I am Ken, the proprietor and primary contributor of the Cybernook. I am an early thirties storyteller who writes prose and D&D adventures whenever I’m not working in the pixel mines as a professional software developer
Ever since I first watched the fifteen minute behind-the-scenes vignettes at the beginning of the Star Wars Trilogy: Special Edition VHS tapes, I have found storytelling, storytellers, and the processes by which those storytellers tell their stories endlessly fascinating. As a kid (and teenager), I always made up stories in my head, be they original fiction or fan-fiction. However, I never took the time nor spent the energy to develop the skills to transfer these stories to a storytelling medium, except for a few token efforts at writing prose during high school. I also never learned how to tell a story.
During my twenties—the early years spent trudging my way through college towards a Computer Science degree and the middle years spent settling into professional life—I stopped telling stories in my head. I no longer laid awake at night, trying in vain to fall asleep, all because I couldn’t help but see where this new story in my head went.
As age thirty began creeping up on me, I started feeling restless and spent many an evening in deep ennui wandering around my apartment.
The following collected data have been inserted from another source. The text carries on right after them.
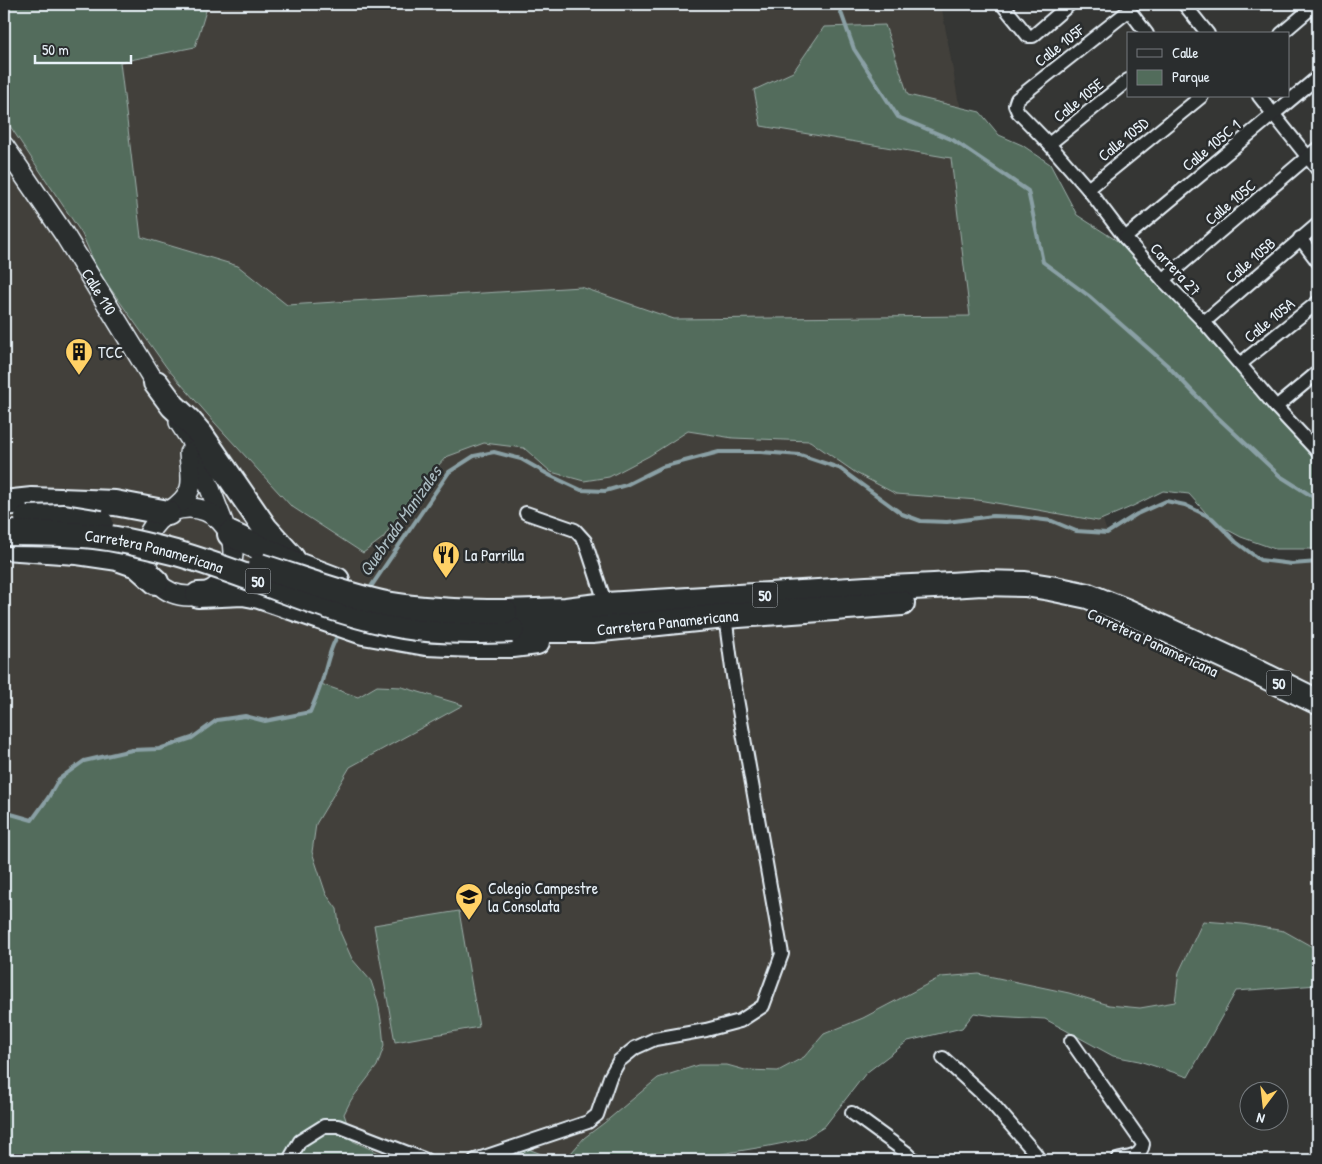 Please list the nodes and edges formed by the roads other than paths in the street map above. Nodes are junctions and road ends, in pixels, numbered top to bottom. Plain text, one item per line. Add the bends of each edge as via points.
1 (1002, 4) edge
2 (1070, 4) edge
3 (1184, 4) edge
4 (1316, 4) edge
5 (1146, 32) edge
6 (1206, 32) edge
7 (1283, 32) edge
8 (1318, 77) edge
9 (1127, 81) edge
10 (1198, 98) edge
11 (1261, 98) edge
12 (1015, 105) joint
13 (1274, 114) junction
14 (1049, 144) junction
15 (4, 146) edge
16 (1318, 148) edge
17 (1308, 156) junction
18 (1318, 170) edge
19 (1088, 189) junction
20 (1318, 224) edge
21 (1125, 238) junction
22 (1300, 238) junction
23 (1318, 262) edge
24 (1163, 280) junction
25 (1318, 302) edge
26 (1204, 322) junction
27 (1240, 364) junction
28 (1318, 372) edge
29 (156, 383) junction
30 (1276, 407) junction
31 (190, 439) junction
32 (1317, 449) edge
33 (169, 512) junction
34 (526, 513) dead end
35 (4, 518) edge
36 (227, 528) junction
37 (4, 547) edge
38 (300, 566) junction
39 (156, 582) junction
40 (198, 595) junction
41 (606, 605) junction
42 (566, 610) junction
43 (725, 616) junction
44 (508, 621) junction
45 (592, 630) junction
46 (1318, 702) edge
47 (1318, 719) edge
48 (1071, 1041) dead end
49 (943, 1058) dead end
50 (852, 1113) dead end
51 (289, 1160) edge
52 (426, 1160) edge
53 (475, 1160) edge
54 (914, 1160) edge
55 (1039, 1160) edge
56 (1118, 1160) edge

1 - 2 street via 1028,36 1033,36
3 - 6 street
4 - 7 street
5 - 12 street, Calle 105F via 1127,12 1017,99
8 - 13 street, Calle 105C 1
9 - 14 street, Calle 105E
10 - 19 street, Calle 105D
11 - 13 street
12 - 14 street, Carrera 27
13 - 17 street
13 - 21 street, Calle 105C 1
14 - 19 street, Carrera 27
15 - 29 main road, Calle 110 via 64,234
16 - 17 street, Calle 105C
17 - 18 street
17 - 24 street, Calle 105C
19 - 21 street, Carrera 27
20 - 22 street, Calle 105B
21 - 24 street, Carrera 27
22 - 23 street
22 - 26 street, Calle 105B
24 - 26 street, Carrera 27
25 - 27 street, Calle 105A
26 - 27 street, Carrera 27
27 - 30 street, Carrera 27
28 - 30 street
29 - 31 main road, Calle 110
29 - 38 highway via 201,435 265,528
30 - 32 street, Carrera 27
31 - 33 main road via 190,488 187,496
31 - 36 main road, Calle 110
33 - 35 highway via 115,503 39,500
33 - 36 main road via 198,508 216,516
33 - 39 main road via 151,528 146,544 146,561
34 - 41 street via 575,530 585,541
35 - 44 highway, Carretera Panamericana / 50, bridge via 64,517 162,534 367,600 403,607 465,612
36 - 38 highway
36 - 40 main road via 234,547 229,573 210,591
37 - 39 highway via 117,558 136,565
38 - 42 highway via 371,592 394,596 433,601 511,600
39 - 40 main road via 175,594
40 - 45 highway via 259,596 363,632 426,643 529,644
41 - 42 highway, Carretera Panamericana / 50
41 - 46 highway, Carretera Panamericana / 50 via 867,588 1025,584 1088,596 1128,612
42 - 44 highway, Carretera Panamericana / 50
43 - 45 highway, Carretera Panamericana / 50
43 - 47 highway, Carretera Panamericana / 50 via 984,597 1025,597 1099,616
43 - 53 street via 782,954 763,1006 740,1021 654,1039 635,1048 619,1061 597,1115 588,1122
44 - 45 highway, Carretera Panamericana / 50
48 - 56 street via 1143,1144 1137,1155
49 - 55 street via 990,1101
50 - 54 street
51 - 52 street via 300,1141 324,1126 338,1126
Something was missing from my life, a void I could no longer ignore. One night, staring up from my bed at the ceiling, a story idea formed, and I followed it for thirty minutes before succumbing to sleep. I woke up the following morning as if I’d found something important. I did.
Through 2018, I started telling stories in my head again, spent seven months learning some fundamentals of illustration in the hopes of one day telling stories in comic form, and then transitioned into writing prose—I am much better at typing than drawing. The time I spent writing in the latter half of 2018 was inconsistent. However, in January 2019, as a newly minted thirty-year-old, I stopped screwing around and committed myself to the craft. I have been striving to improve as a writer and storyteller ever since.